Ah, y las series músico familiares. Todo un subgénero: Mamá y sus increíbles hijos, La tribu de los Brady, Los Monkees…Poco recuerdo de esos títulos, la verdad. La única familia que rememoro gratamente es Los Munsters, la que primero nos llegó a España de las dos casi idénticas que se peleaban en la tele estadounidense (la otra era La familia Adams). La madre, una crepuscular Yvonne de Carlo, intentaba como podía ser un ama de casa ejemplar.

Con el retraso oportuno, poco a poco nos fueron llegando las series de los primeros setenta, pero me parece que en realidad poco cambió: Cannon, Mannix, Colombo, Hawai 5.0. Tíos y más tíos. Aunque parezca que Jessica Fletcher fue la que vino a rescatar a las generaciones posteriores, en realidad quien lo hizo fue Canción triste de Hill Street (1981), con la que Steven Bochco demostró por primera vez que la televisión era un género en sí misma, diferente y tan digno como el cine. Pero para entonces yo ya tenía nómina.

Y para ser justos, después del palo que le he soltado al principio, con la Transición también llegaron los nuevos tiempos para la televisión pública y con ellos la gran renovación de las series españolas. Los Mercero, Marsillach y Diosdado empezaron a mostrarnos un país real y a conectar con la audiencia como nunca antes, más allá de Curro Jiménez y de nuestras clásicas adaptaciones de época, en las que, si no llegábamos al nivel de las inglesas, nos quedábamos cerca.

Sé que me dejo muchas (Los invasores, El fugitivo, Los intocables, la fantástica La dimensión desconocida -The Twilight Zone- que nunca nos dejaban ver-…) pero, como decimos en publicidad, esta es mi lista por “recuerdo espontáneo”, mi top of mind.

Contenido extra

Ahora, para los que han tenido la paciencia de llegar hasta aquí, un contenido extra. Un día, supongo que a principios de los noventa, mientras recorría los absurdos canales que nos servía la paellera de la tele por satélite, una escena vista en uno de ellos me llamó la atención y me detuve.

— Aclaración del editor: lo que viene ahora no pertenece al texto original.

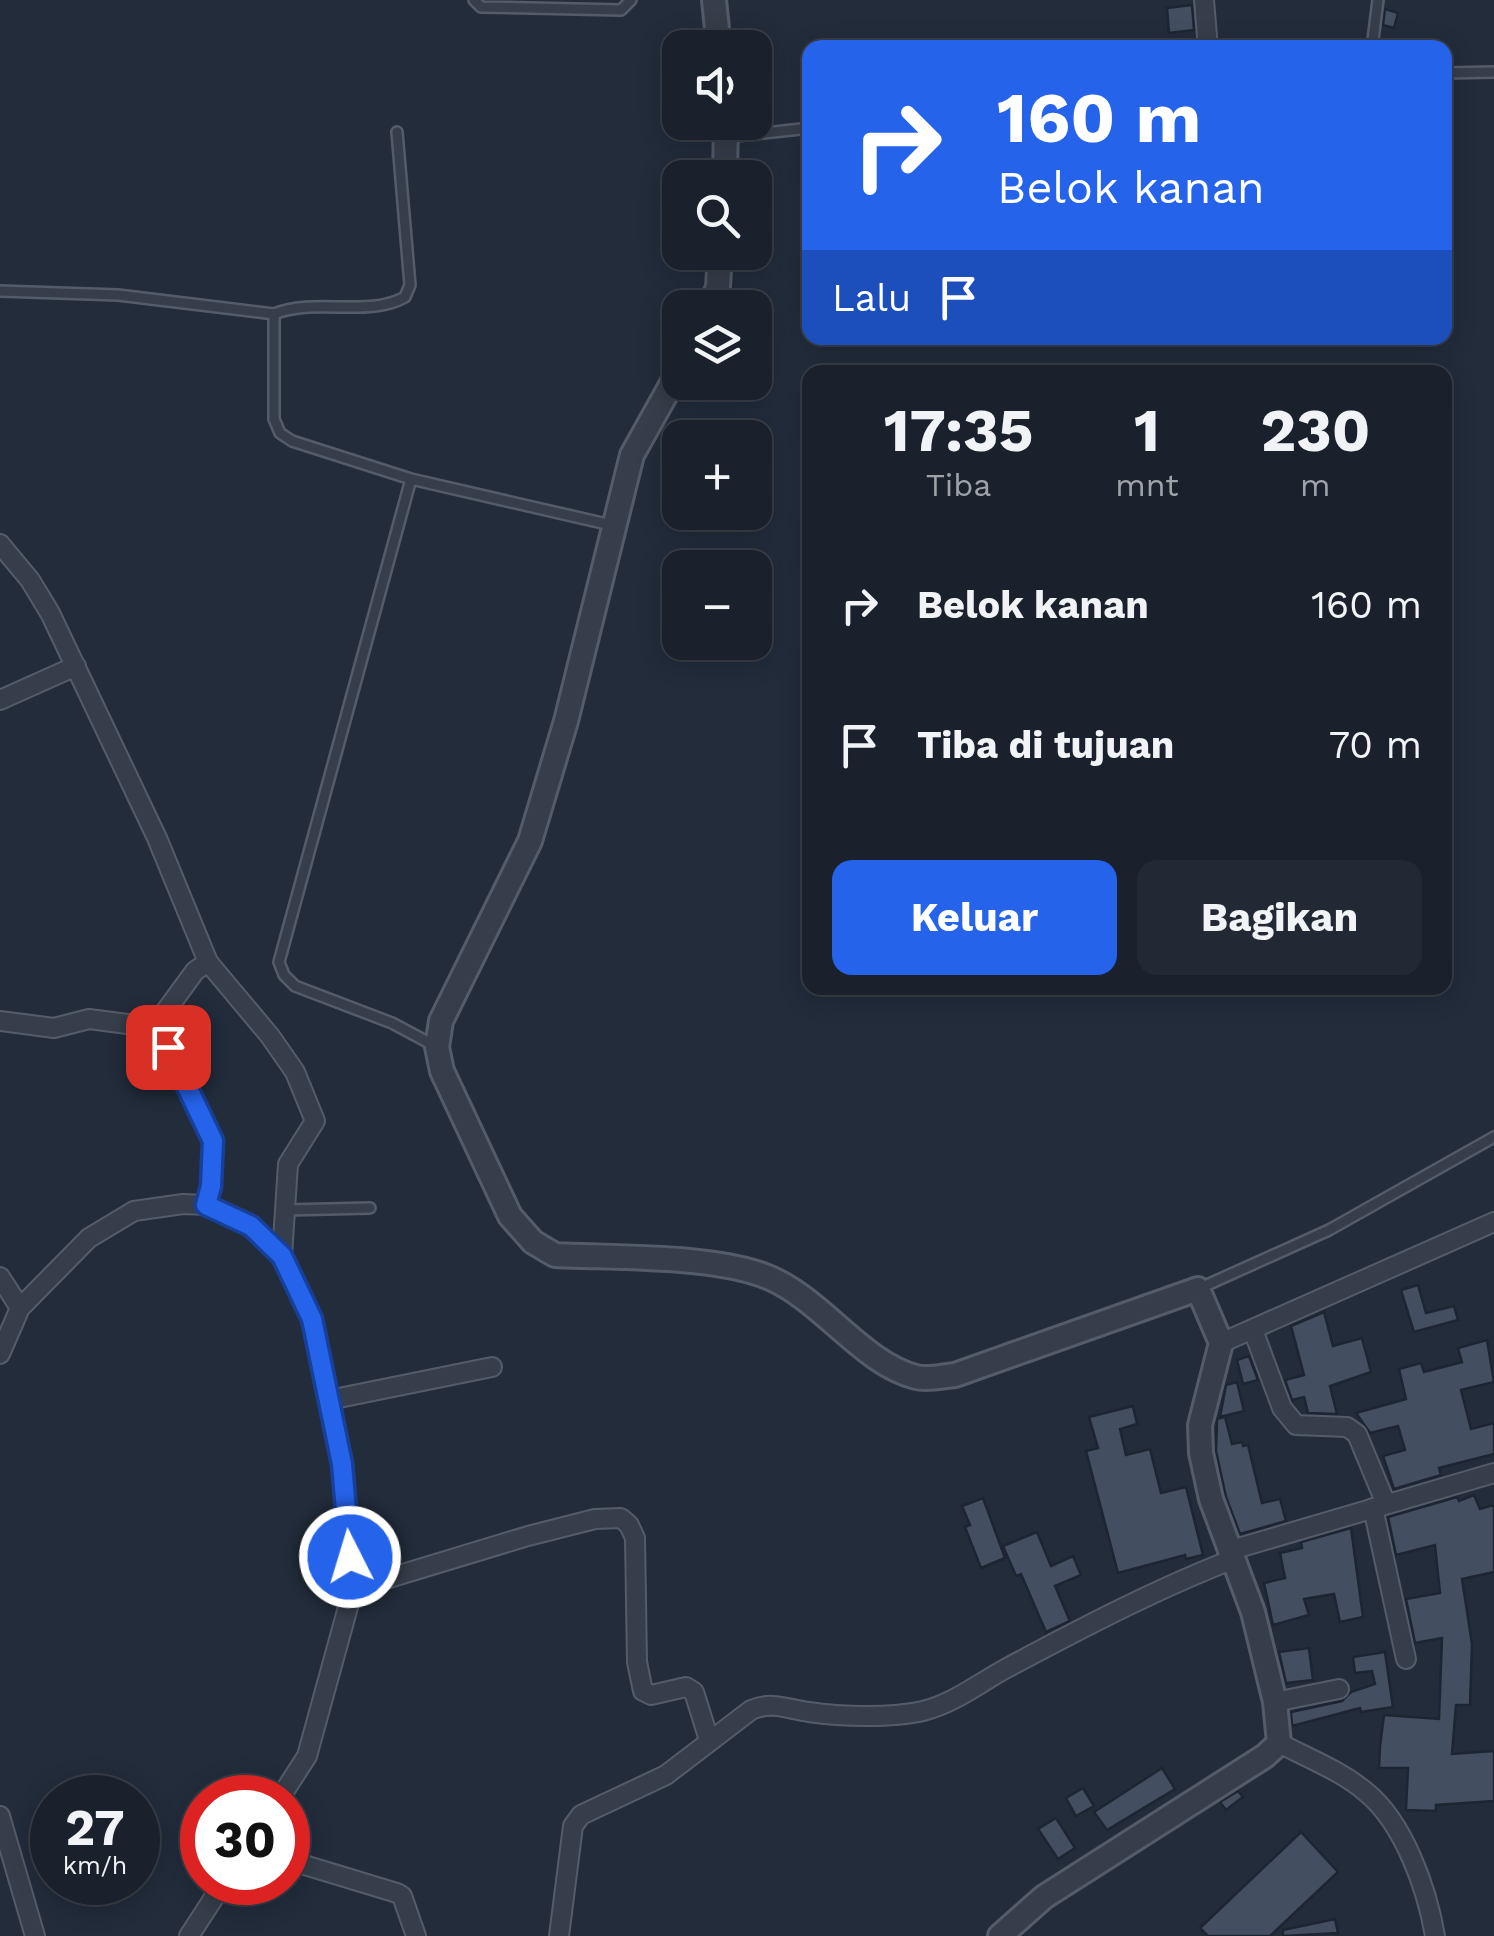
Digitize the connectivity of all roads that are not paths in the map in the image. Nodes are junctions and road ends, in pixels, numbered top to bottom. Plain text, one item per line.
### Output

Se trataba de un episodio de una mis series favoritas de la niñez, Perdidos en el espacio (1965-1968). La reconocí por el robot ese que cada vez que se le hacía una broma que no entendía decía “no computable” meneando los brazos. En la escena en cuestión, un androide vestido de forma estrafalaria (con una especie de capa hasta los pies) pero muy alto y con fuerza sobrehumana, lucha en desigual pelea con uno de los protagonistas, hasta que este queda malherido y colgando por sus brazos del abismo. El androide, supuestamente un ser racional y sin corazón, sin dudarlo un segundo agarra al ser humano y lo rescata. Para mi asombro, tras hacerlo, suelta un emotivo discurso en el que hace un canto a la vida humana, tan imperfecta y tan diferente a la suya de ser inteligente, pero artificial. Ahí lo dejo, especialmente dedicado a los seguidores de la Puerta de Tannhäuser.